不可視の匣

Chapter 1 ; 冷たい春





 どこから屋上へ出ることができるのか知らなかったけれど、教室のある建物の中央に位置する階段は三年生の教室がある階からまだ上に続いているので、おそらくそのまま行けば良いだろうとのぼっていく。突き当たりの窓から入る光が白い壁に反射して明るい階段室は横幅も広く、なかなか開放的な空間だった。突き当りを折り返して同じ分だけ上ると、そこは小さなスペースと鈍い銀色の鉄製の重い扉があるばかり。
 この扉の向こうに、本当にいるのだろうか。
 頭の中でくるりと一周したその疑問は、西野の言葉どおりにいるのなら嬉しいし、いなくても構わないという気持ちがちょうど半分ずつで、自分はとても冷静だ、と宝来は思えた。そうした気分のまま、躊躇うことなく扉を開く。
 空は完全に雲が覆っているけれど、薄い雲は真っ白に輝くように光っていて眩しかった。肌を打ちすぐに肺まで入り込んでくる空気はやはり冷たい。空気は冷たいだけでなく、やはり高い分だけ強い風となって吹き付けてくるので、屋上は寒いくらいだった。扉から出て左右に長く広がる屋上の前面と左手側には山とも森ともつかない木々の頭がこんもりと続き、右手側は近くには何も見えず、開けた視界にはずっと遠くに広がる平野と、その遥か向こうに霞むような朧な山脈が見えるのだった。
「相馬さ……、先輩、黒崎先輩」
 まるでその平野を眺め降ろすようにして右手側のフェンスに向かって座り込む二人の姿があった。何をするでもなく、ただ、のんびりと過ごしているようだった二人は、少し離れた位置からの宝来の呼びかけに応えるようにして振り向き、何かを話しながらゆっくりとその場に立ち上がった。雲越しとはいえ頭上から降る昼間の日光は屋上の白いコンクリートに反射して眩しさを増している。この位置からだと表情が分かりにくいな、と目を細めて調整しようとした宝来は、長く話し続ける黒崎と、それに答えるように笑う相馬を見て、更にその目を細めた。
 切実な祈りも、
 激しい怒りも、
 目の眩むような絶望も、
 そこには欠片も見当たらない。
 そんなふうに、まるで絵にかいたように友人と笑って過ごす学校生活を楽しんでいるなんて嘘だろうと胸のうちに燻る激しい感情そのままに叫んでしまうところだった。ゆっくりと息を飲んで、静かに細く吐きだす。そうすることで感情を流し、堪えるしかなかった。これは本当の自分の気持ちではないのだ、と自覚している。まるで相馬が明るい学校生活を送っていることを、相馬が幸せであることを否定するような気持ちを持っているわけではないのだ。

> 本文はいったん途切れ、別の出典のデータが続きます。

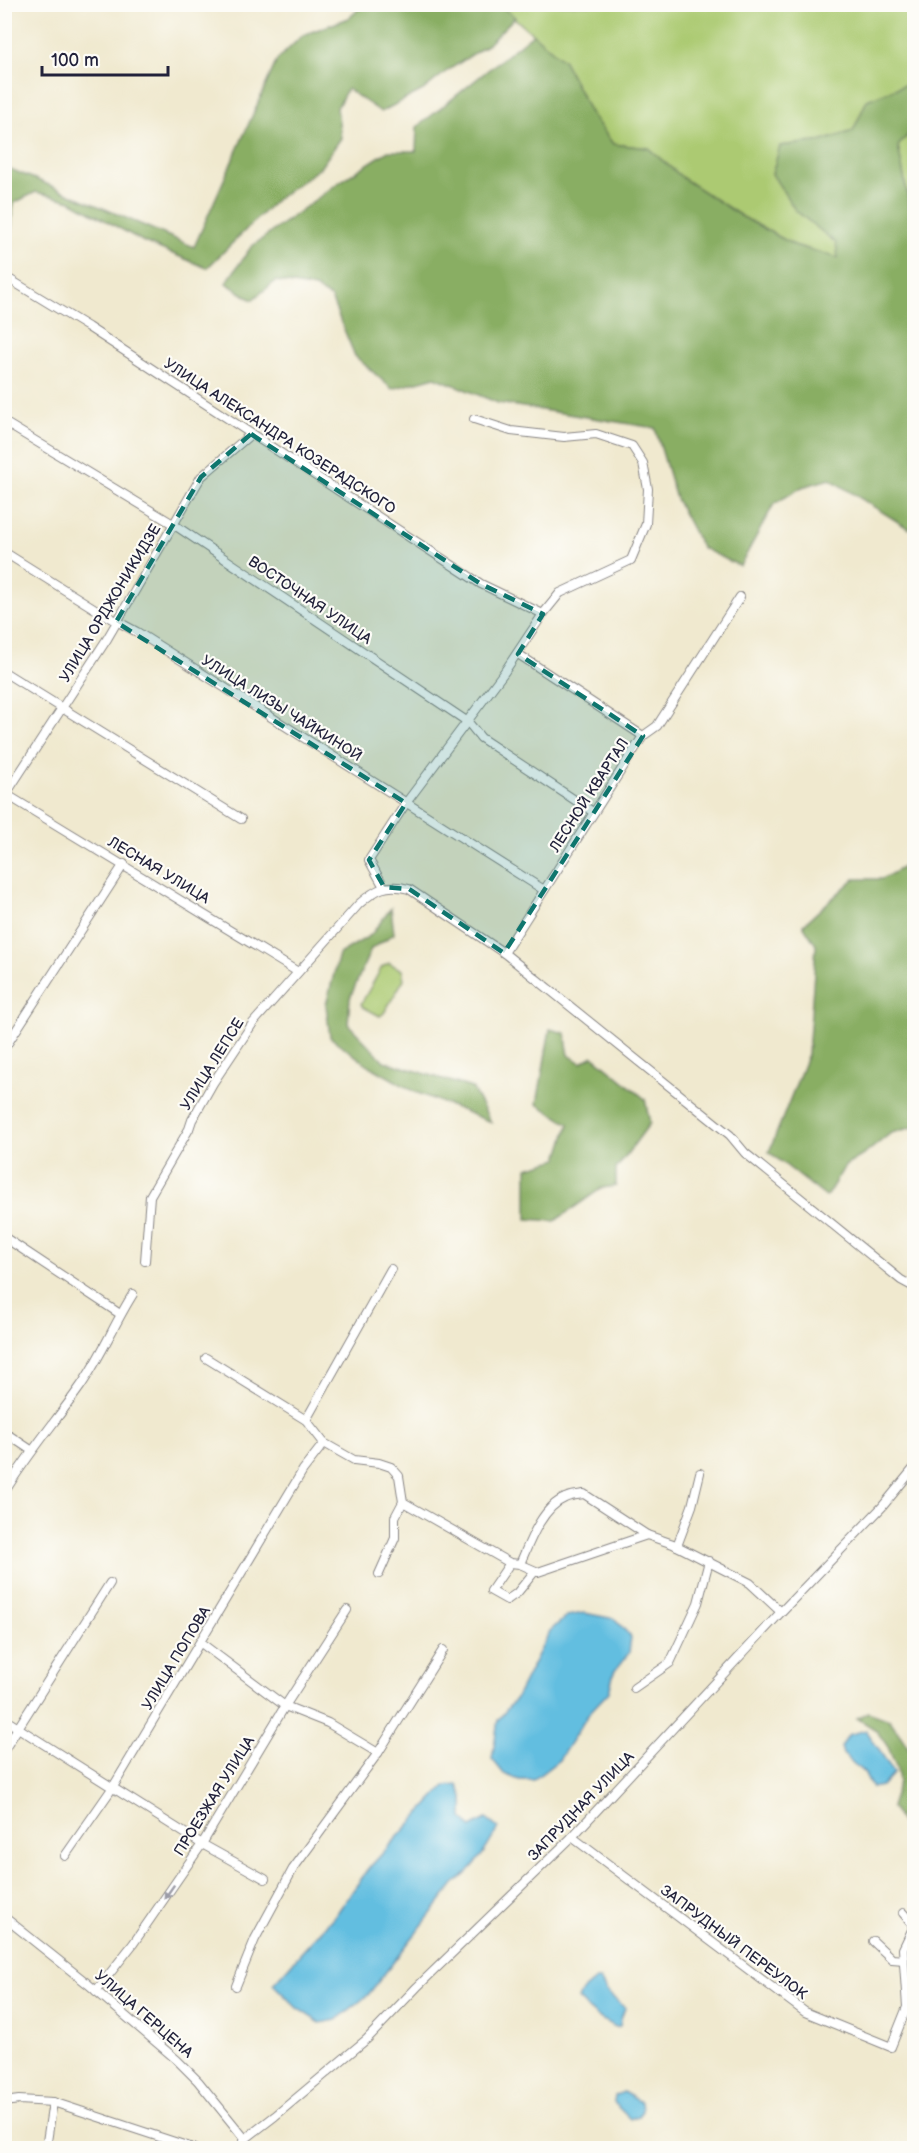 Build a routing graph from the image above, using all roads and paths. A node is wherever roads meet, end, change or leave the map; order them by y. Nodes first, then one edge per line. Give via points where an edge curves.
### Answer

ただ、一瞬でもそんな時間を持つことが出来る相馬と、それを共有することの出来る黒崎に対する嫉妬が生み出すものなのだ。
「じゃあ、俺は行くけど……」
 は、と気付いたのはそうして黒崎が声を掛け、宝来の肩をぽんと軽く叩いてからだ。感情を整理するのでいっぱいで気付かなかったけれど、いつの間にか黒崎が歩み寄ってきていたのだ。相馬は、と思えばその姿は最初と変わらず、フェンスに凭れてこちらをじっと見ているようだった。用があるのは相馬の方なのに、と思った瞬間、肩を叩いた黒崎の手が強い力でその肩を握るのだった。

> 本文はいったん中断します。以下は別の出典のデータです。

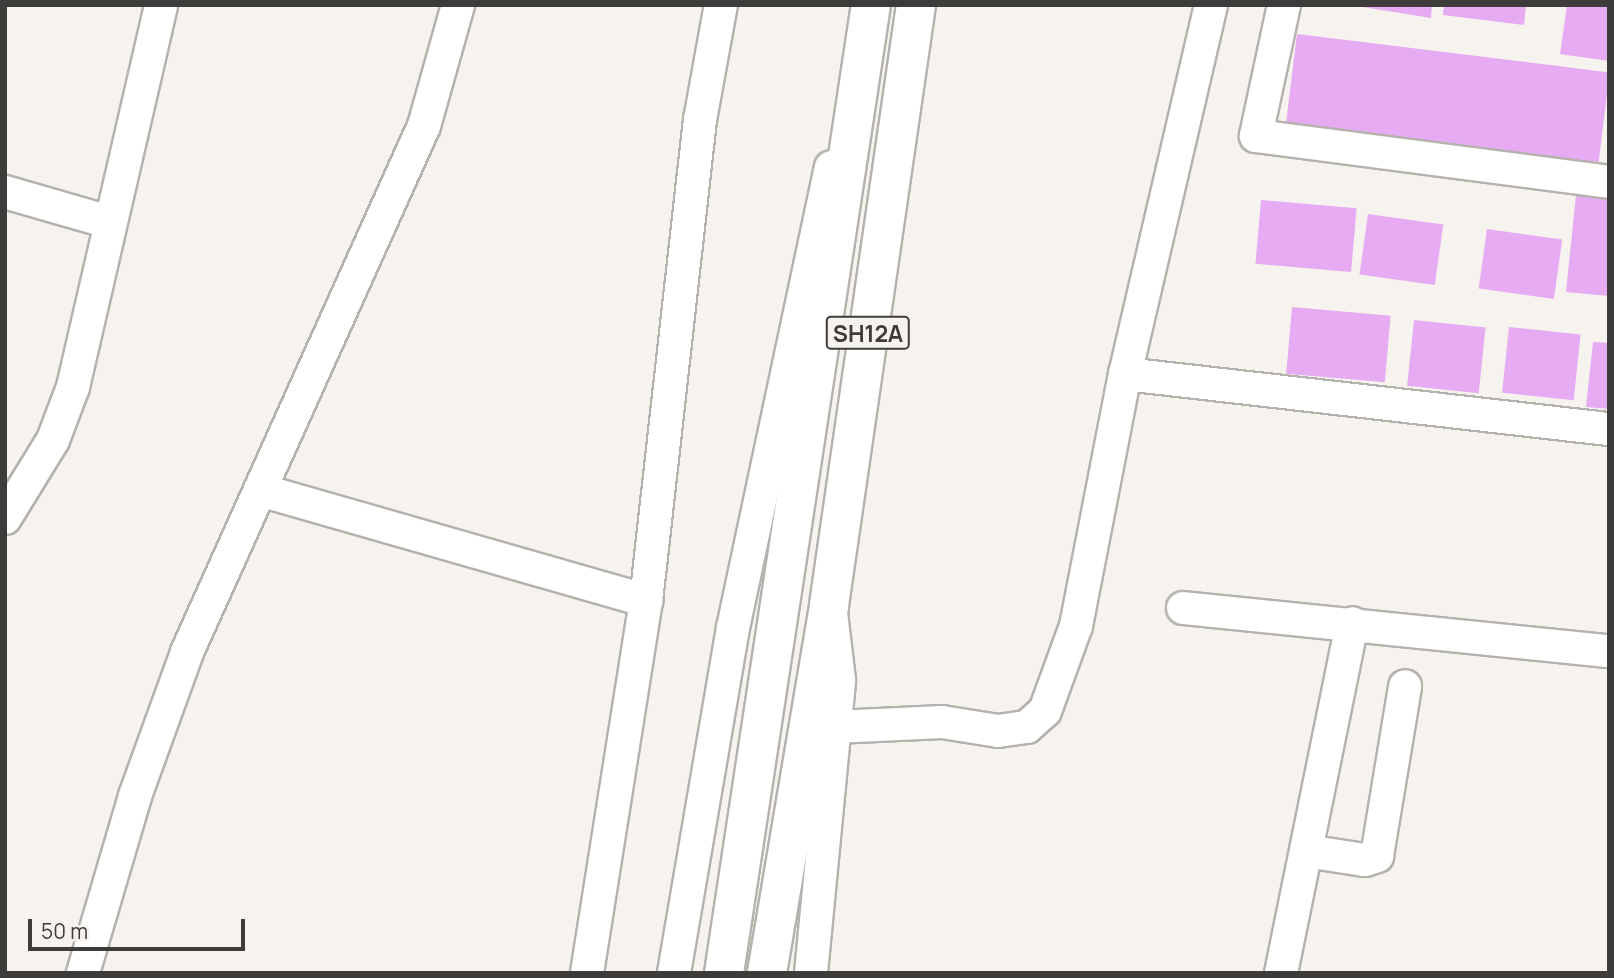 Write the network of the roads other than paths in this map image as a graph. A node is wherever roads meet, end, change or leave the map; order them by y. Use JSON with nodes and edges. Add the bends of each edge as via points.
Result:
{"nodes":[{"id":1,"x":161,"y":5,"type":"edge"},
{"id":2,"x":458,"y":5,"type":"edge"},
{"id":3,"x":721,"y":5,"type":"edge"},
{"id":4,"x":916,"y":5,"type":"edge"},
{"id":5,"x":1211,"y":5,"type":"edge"},
{"id":6,"x":1284,"y":5,"type":"edge"},
{"id":7,"x":870,"y":11,"type":"edge"},
{"id":8,"x":1609,"y":182,"type":"edge"},
{"id":9,"x":5,"y":192,"type":"edge"},
{"id":10,"x":109,"y":222,"type":"junction"},
{"id":11,"x":1125,"y":374,"type":"junction"},
{"id":12,"x":1609,"y":429,"type":"edge"},
{"id":13,"x":260,"y":490,"type":"junction"},
{"id":14,"x":5,"y":518,"type":"edge"},
{"id":15,"x":646,"y":601,"type":"junction"},
{"id":16,"x":829,"y":605,"type":"junction"},
{"id":17,"x":1183,"y":608,"type":"dead end"},
{"id":18,"x":1352,"y":623,"type":"junction"},
{"id":19,"x":1609,"y":651,"type":"edge"},
{"id":20,"x":1405,"y":686,"type":"dead end"},
{"id":21,"x":835,"y":727,"type":"junction"},
{"id":22,"x":1306,"y":851,"type":"junction"},
{"id":23,"x":82,"y":973,"type":"edge"},
{"id":24,"x":587,"y":973,"type":"edge"},
{"id":25,"x":674,"y":973,"type":"edge"},
{"id":26,"x":724,"y":973,"type":"edge"},
{"id":27,"x":767,"y":973,"type":"edge"},
{"id":28,"x":811,"y":973,"type":"edge"},
{"id":29,"x":1281,"y":973,"type":"edge"}],
"edges":[{"from":1,"to":10,"type":"street"},
{"from":2,"to":13,"type":"street","via":[[425,126]]},
{"from":3,"to":15,"type":"street","via":[[700,120]]},
{"from":4,"to":16,"type":"main road","number":"SH12A"},
{"from":5,"to":11,"type":"street"},
{"from":6,"to":8,"type":"street","via":[[1256,136]]},
{"from":7,"to":25,"type":"street","via":[[771,436]]},
{"from":7,"to":26,"type":"main road","number":"SH12A"},
{"from":9,"to":10,"type":"street"},
{"from":10,"to":14,"type":"street","via":[[64,416]]},
{"from":11,"to":12,"type":"street"},
{"from":11,"to":21,"type":"street","via":[[1076,626],[1045,711],[1027,727],[998,731],[942,722]]},
{"from":13,"to":15,"type":"street"},
{"from":13,"to":23,"type":"street","via":[[187,652],[135,796]]},
{"from":15,"to":24,"type":"street"},
{"from":16,"to":21,"type":"street","via":[[841,658]]},
{"from":16,"to":27,"type":"main road","number":"SH12A"},
{"from":17,"to":18,"type":"street"},
{"from":18,"to":19,"type":"street"},
{"from":18,"to":22,"type":"street"},
{"from":20,"to":22,"type":"street","via":[[1377,856],[1365,860]]},
{"from":21,"to":28,"type":"street"},
{"from":22,"to":29,"type":"street"}]} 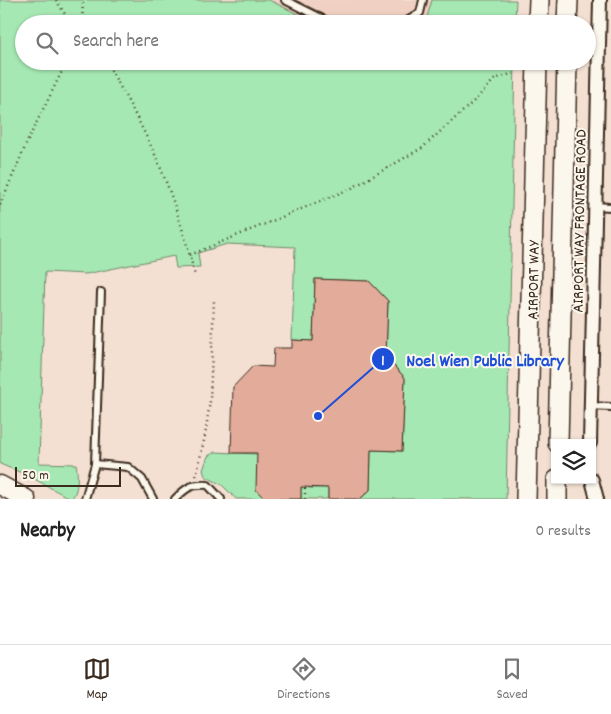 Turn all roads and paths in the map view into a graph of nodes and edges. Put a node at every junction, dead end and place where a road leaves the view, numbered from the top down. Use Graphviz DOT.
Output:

「気を利かせてやるって言ってるんだから、そんな顔して睨むなよ」
「あ……、すみません」
 とても人好きのする笑顔を浮かべているのに、肩を掴む黒崎の手は変わらず痛いほどの力だ。答えてもその力も笑顔も変わらない。まだ話があるのだろうと思うのだけれど、掴まれたままなのが嫌で、宝来はとりあえず外してもらおうとその手を払おうとした。
 しかし宝来は動きを止める。
 勘が、駄目だと告げていたからだ。
 危険な相手だと。
「その代わり、妙なことしたら、許さないからな」
 声音はそう変えず笑顔も崩さないままで、向き合う相手にその動きを止めるほどの圧力を与えるのだ。これは相当場慣れしているな、と感じた。それは先ほど西野から聞いた情報とも齟齬しない。しかしそれが分かると宝来は余計に腹立たしく思えて仕方ないのだ。
 許さない、だって?
 こんな風に自分を威嚇するくらいなら、どうしてその時に相馬を守れなかったのか。暴力沙汰を起こしたのか巻き込まれたのか、そういった状況は分からないけれど、怪我をする前に何とかできたのではないか、と今更言っても仕方ないことを考えてしまうのだった。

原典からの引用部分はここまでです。